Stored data

++++++++++++++++++++

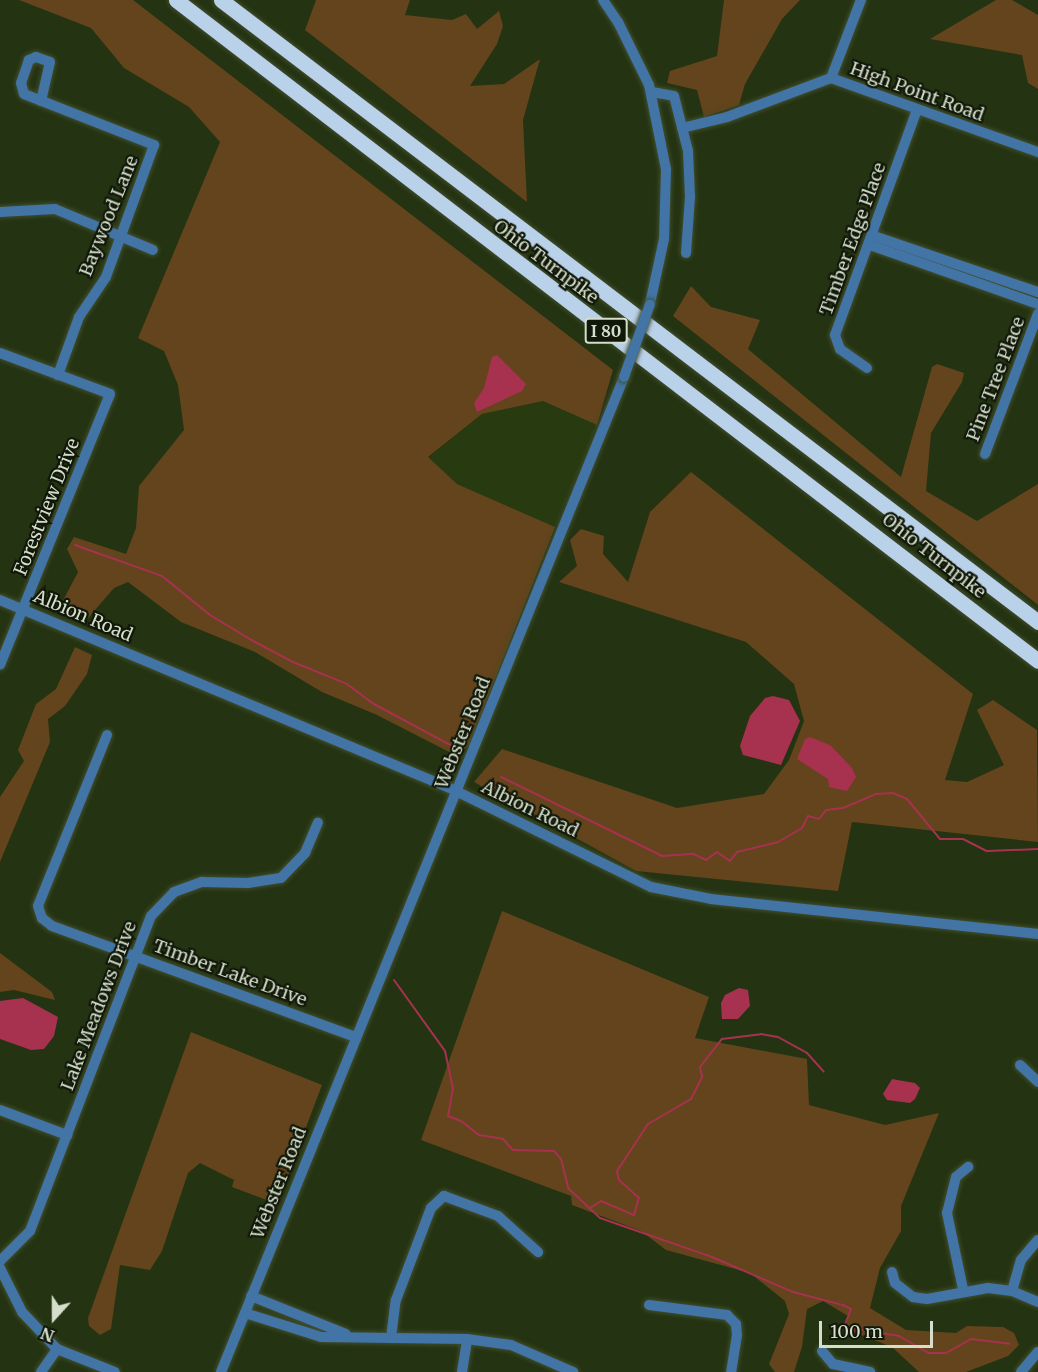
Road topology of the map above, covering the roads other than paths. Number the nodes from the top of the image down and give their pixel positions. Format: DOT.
graph roads {
  1 [pos="176,0"];
  2 [pos="221,0"];
  3 [pos="603,0"];
  4 [pos="861,0"];
  5 [pos="831,78"];
  6 [pos="652,92"];
  7 [pos="41,101"];
  8 [pos="917,110"];
  9 [pos="682,128"];
  10 [pos="1038,152"];
  11 [pos="0,212"];
  12 [pos="120,236"];
  13 [pos="872,241"];
  14 [pos="153,250"];
  15 [pos="686,253"];
  16 [pos="1038,292"];
  17 [pos="1038,304"];
  18 [pos="1038,314"];
  19 [pos="0,353"];
  20 [pos="867,368"];
  21 [pos="58,375"];
  22 [pos="985,454"];
  23 [pos="0,600"];
  24 [pos="25,609"];
  25 [pos="1038,622"];
  26 [pos="1038,661"];
  27 [pos="0,665"];
  28 [pos="107,735"];
  29 [pos="458,792"];
  30 [pos="318,823"];
  31 [pos="1038,934"];
  32 [pos="135,955"];
  33 [pos="356,1037"];
  34 [pos="1020,1065"];
  35 [pos="1038,1082"];
  36 [pos="0,1110"];
  37 [pos="67,1135"];
  38 [pos="968,1167"];
  39 [pos="1038,1240"];
  40 [pos="538,1252"];
  41 [pos="0,1261"];
  42 [pos="0,1268"];
  43 [pos="892,1272"];
  44 [pos="963,1289"];
  45 [pos="1012,1291"];
  46 [pos="251,1296"];
  47 [pos="1038,1302"];
  48 [pos="649,1305"];
  49 [pos="245,1313"];
  50 [pos="354,1336"];
  51 [pos="391,1338"];
  52 [pos="466,1339"];
  53 [pos="57,1349"];
  54 [pos="822,1351"];
  55 [pos="1038,1352"];
  56 [pos="41,1372"];
  57 [pos="116,1372"];
  58 [pos="221,1372"];
  59 [pos="462,1372"];
  60 [pos="573,1372"];
  61 [pos="731,1372"];
  62 [pos="870,1372"];
  63 [pos="1021,1372"];
  1 -- 26 [label="highway, Ohio Turnpike / I 80"];
  2 -- 25 [label="highway, Ohio Turnpike / I 80"];
  3 -- 6 [label="street, Webster Road"];
  4 -- 5 [label="street"];
  5 -- 8 [label="street, High Point Road"];
  5 -- 9 [label="street, High Point Road"];
  6 -- 9 [label="street"];
  6 -- 29 [label="street, Webster Road, bridge"];
  7 -- 12 [label="street, Baywood Lane"];
  8 -- 10 [label="street, High Point Road"];
  8 -- 13 [label="street, Timber Edge Place"];
  9 -- 15 [label="street"];
  11 -- 12 [label="street"];
  12 -- 14 [label="street"];
  12 -- 21 [label="street, Baywood Lane"];
  13 -- 16 [label="street"];
  13 -- 17 [label="street"];
  13 -- 20 [label="street, Timber Edge Place"];
  18 -- 22 [label="street, Pine Tree Place"];
  19 -- 21 [label="street"];
  21 -- 24 [label="street, Forestview Drive"];
  23 -- 24 [label="street, Albion Road"];
  24 -- 27 [label="street, Forestview Drive"];
  24 -- 29 [label="street, Albion Road"];
  28 -- 32 [label="street, Timber Lake Drive"];
  29 -- 31 [label="street, Albion Road"];
  29 -- 33 [label="street, Webster Road"];
  30 -- 32 [label="street, Lake Meadows Drive"];
  32 -- 33 [label="street, Timber Lake Drive"];
  32 -- 37 [label="street, Lake Meadows Drive"];
  33 -- 46 [label="street, Webster Road"];
  34 -- 35 [label="street"];
  36 -- 37 [label="street"];
  37 -- 41 [label="street, Lake Meadows Drive"];
  38 -- 44 [label="street"];
  39 -- 45 [label="street"];
  40 -- 51 [label="street"];
  42 -- 53 [label="street"];
  43 -- 44 [label="street"];
  44 -- 45 [label="street"];
  45 -- 47 [label="street"];
  46 -- 49 [label="street, Webster Road"];
  46 -- 50 [label="street"];
  48 -- 61 [label="street"];
  49 -- 50 [label="street"];
  49 -- 58 [label="street, Webster Road"];
  50 -- 51 [label="street"];
  51 -- 52 [label="street"];
  52 -- 59 [label="street"];
  52 -- 60 [label="street"];
  53 -- 56 [label="street"];
  53 -- 57 [label="street"];
  54 -- 62 [label="street"];
  55 -- 63 [label="street"];
}
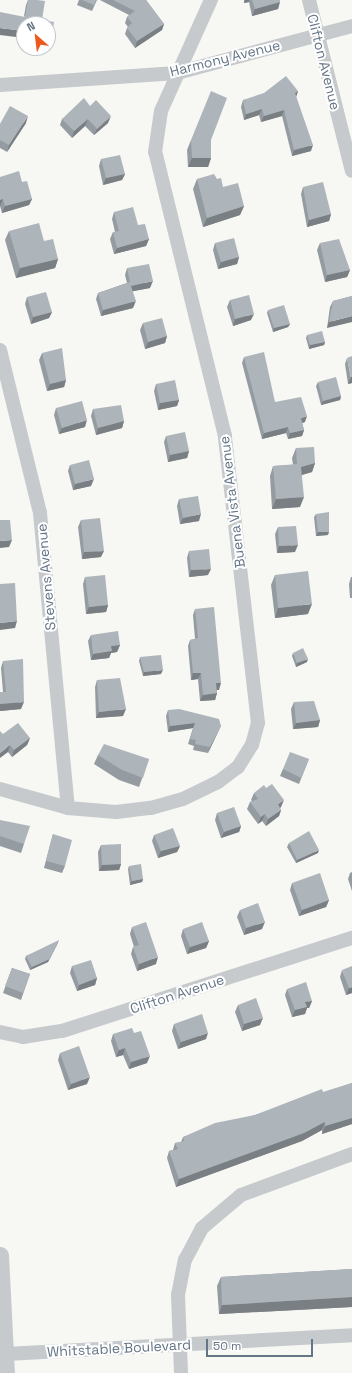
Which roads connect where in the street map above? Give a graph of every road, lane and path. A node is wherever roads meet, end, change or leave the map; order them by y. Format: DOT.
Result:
graph roads {
  1 [pos="210,0"];
  2 [pos="308,0"];
  3 [pos="352,26"];
  4 [pos="317,36"];
  5 [pos="177,73"];
  6 [pos="0,85"];
  7 [pos="352,171"];
  8 [pos="0,350"];
  9 [pos="0,789"];
  10 [pos="68,808"];
  11 [pos="352,938"];
  12 [pos="0,1032"];
  13 [pos="352,1154"];
  14 [pos="0,1255"];
  15 [pos="352,1335"];
  16 [pos="180,1346"];
  17 [pos="6,1354"];
  18 [pos="6,1373"];
  19 [pos="181,1373"];
  1 -- 5 [label="street, Buena Vista Avenue"];
  2 -- 4 [label="street, Clifton Avenue"];
  3 -- 4 [label="street, Harmony Avenue"];
  4 -- 5 [label="street, Harmony Avenue"];
  4 -- 7 [label="street, Clifton Avenue"];
  5 -- 6 [label="street, Harmony Avenue"];
  5 -- 10 [label="street, Buena Vista Avenue"];
  8 -- 10 [label="street, Stevens Avenue"];
  9 -- 10 [label="street, Buena Vista Avenue"];
  11 -- 12 [label="street, Clifton Avenue"];
  13 -- 16 [label="street"];
  14 -- 17 [label="street"];
  15 -- 16 [label="street, Whitstable Boulevard"];
  16 -- 17 [label="street, Whitstable Boulevard"];
  16 -- 19 [label="street"];
  17 -- 18 [label="street"];
}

++++++++++++++++++++

Problem description:
The records above are to be transcribed in full, with images omitted.

Solution to this task:
Road topology of the map above, covering the roads other than paths. Number the nodes from the top of the image down and give their pixel positions. Format: DOT.
graph roads {
  1 [pos="176,0"];
  2 [pos="221,0"];
  3 [pos="603,0"];
  4 [pos="861,0"];
  5 [pos="831,78"];
  6 [pos="652,92"];
  7 [pos="41,101"];
  8 [pos="917,110"];
  9 [pos="682,128"];
  10 [pos="1038,152"];
  11 [pos="0,212"];
  12 [pos="120,236"];
  13 [pos="872,241"];
  14 [pos="153,250"];
  15 [pos="686,253"];
  16 [pos="1038,292"];
  17 [pos="1038,304"];
  18 [pos="1038,314"];
  19 [pos="0,353"];
  20 [pos="867,368"];
  21 [pos="58,375"];
  22 [pos="985,454"];
  23 [pos="0,600"];
  24 [pos="25,609"];
  25 [pos="1038,622"];
  26 [pos="1038,661"];
  27 [pos="0,665"];
  28 [pos="107,735"];
  29 [pos="458,792"];
  30 [pos="318,823"];
  31 [pos="1038,934"];
  32 [pos="135,955"];
  33 [pos="356,1037"];
  34 [pos="1020,1065"];
  35 [pos="1038,1082"];
  36 [pos="0,1110"];
  37 [pos="67,1135"];
  38 [pos="968,1167"];
  39 [pos="1038,1240"];
  40 [pos="538,1252"];
  41 [pos="0,1261"];
  42 [pos="0,1268"];
  43 [pos="892,1272"];
  44 [pos="963,1289"];
  45 [pos="1012,1291"];
  46 [pos="251,1296"];
  47 [pos="1038,1302"];
  48 [pos="649,1305"];
  49 [pos="245,1313"];
  50 [pos="354,1336"];
  51 [pos="391,1338"];
  52 [pos="466,1339"];
  53 [pos="57,1349"];
  54 [pos="822,1351"];
  55 [pos="1038,1352"];
  56 [pos="41,1372"];
  57 [pos="116,1372"];
  58 [pos="221,1372"];
  59 [pos="462,1372"];
  60 [pos="573,1372"];
  61 [pos="731,1372"];
  62 [pos="870,1372"];
  63 [pos="1021,1372"];
  1 -- 26 [label="highway, Ohio Turnpike / I 80"];
  2 -- 25 [label="highway, Ohio Turnpike / I 80"];
  3 -- 6 [label="street, Webster Road"];
  4 -- 5 [label="street"];
  5 -- 8 [label="street, High Point Road"];
  5 -- 9 [label="street, High Point Road"];
  6 -- 9 [label="street"];
  6 -- 29 [label="street, Webster Road, bridge"];
  7 -- 12 [label="street, Baywood Lane"];
  8 -- 10 [label="street, High Point Road"];
  8 -- 13 [label="street, Timber Edge Place"];
  9 -- 15 [label="street"];
  11 -- 12 [label="street"];
  12 -- 14 [label="street"];
  12 -- 21 [label="street, Baywood Lane"];
  13 -- 16 [label="street"];
  13 -- 17 [label="street"];
  13 -- 20 [label="street, Timber Edge Place"];
  18 -- 22 [label="street, Pine Tree Place"];
  19 -- 21 [label="street"];
  21 -- 24 [label="street, Forestview Drive"];
  23 -- 24 [label="street, Albion Road"];
  24 -- 27 [label="street, Forestview Drive"];
  24 -- 29 [label="street, Albion Road"];
  28 -- 32 [label="street, Timber Lake Drive"];
  29 -- 31 [label="street, Albion Road"];
  29 -- 33 [label="street, Webster Road"];
  30 -- 32 [label="street, Lake Meadows Drive"];
  32 -- 33 [label="street, Timber Lake Drive"];
  32 -- 37 [label="street, Lake Meadows Drive"];
  33 -- 46 [label="street, Webster Road"];
  34 -- 35 [label="street"];
  36 -- 37 [label="street"];
  37 -- 41 [label="street, Lake Meadows Drive"];
  38 -- 44 [label="street"];
  39 -- 45 [label="street"];
  40 -- 51 [label="street"];
  42 -- 53 [label="street"];
  43 -- 44 [label="street"];
  44 -- 45 [label="street"];
  45 -- 47 [label="street"];
  46 -- 49 [label="street, Webster Road"];
  46 -- 50 [label="street"];
  48 -- 61 [label="street"];
  49 -- 50 [label="street"];
  49 -- 58 [label="street, Webster Road"];
  50 -- 51 [label="street"];
  51 -- 52 [label="street"];
  52 -- 59 [label="street"];
  52 -- 60 [label="street"];
  53 -- 56 [label="street"];
  53 -- 57 [label="street"];
  54 -- 62 [label="street"];
  55 -- 63 [label="street"];
}
Which roads connect where in the street map above? Give a graph of every road, lane and path. A node is wherever roads meet, end, change or leave the map; order them by y. Format: DOT.
Result:
graph roads {
  1 [pos="210,0"];
  2 [pos="308,0"];
  3 [pos="352,26"];
  4 [pos="317,36"];
  5 [pos="177,73"];
  6 [pos="0,85"];
  7 [pos="352,171"];
  8 [pos="0,350"];
  9 [pos="0,789"];
  10 [pos="68,808"];
  11 [pos="352,938"];
  12 [pos="0,1032"];
  13 [pos="352,1154"];
  14 [pos="0,1255"];
  15 [pos="352,1335"];
  16 [pos="180,1346"];
  17 [pos="6,1354"];
  18 [pos="6,1373"];
  19 [pos="181,1373"];
  1 -- 5 [label="street, Buena Vista Avenue"];
  2 -- 4 [label="street, Clifton Avenue"];
  3 -- 4 [label="street, Harmony Avenue"];
  4 -- 5 [label="street, Harmony Avenue"];
  4 -- 7 [label="street, Clifton Avenue"];
  5 -- 6 [label="street, Harmony Avenue"];
  5 -- 10 [label="street, Buena Vista Avenue"];
  8 -- 10 [label="street, Stevens Avenue"];
  9 -- 10 [label="street, Buena Vista Avenue"];
  11 -- 12 [label="street, Clifton Avenue"];
  13 -- 16 [label="street"];
  14 -- 17 [label="street"];
  15 -- 16 [label="street, Whitstable Boulevard"];
  16 -- 17 [label="street, Whitstable Boulevard"];
  16 -- 19 [label="street"];
  17 -- 18 [label="street"];
}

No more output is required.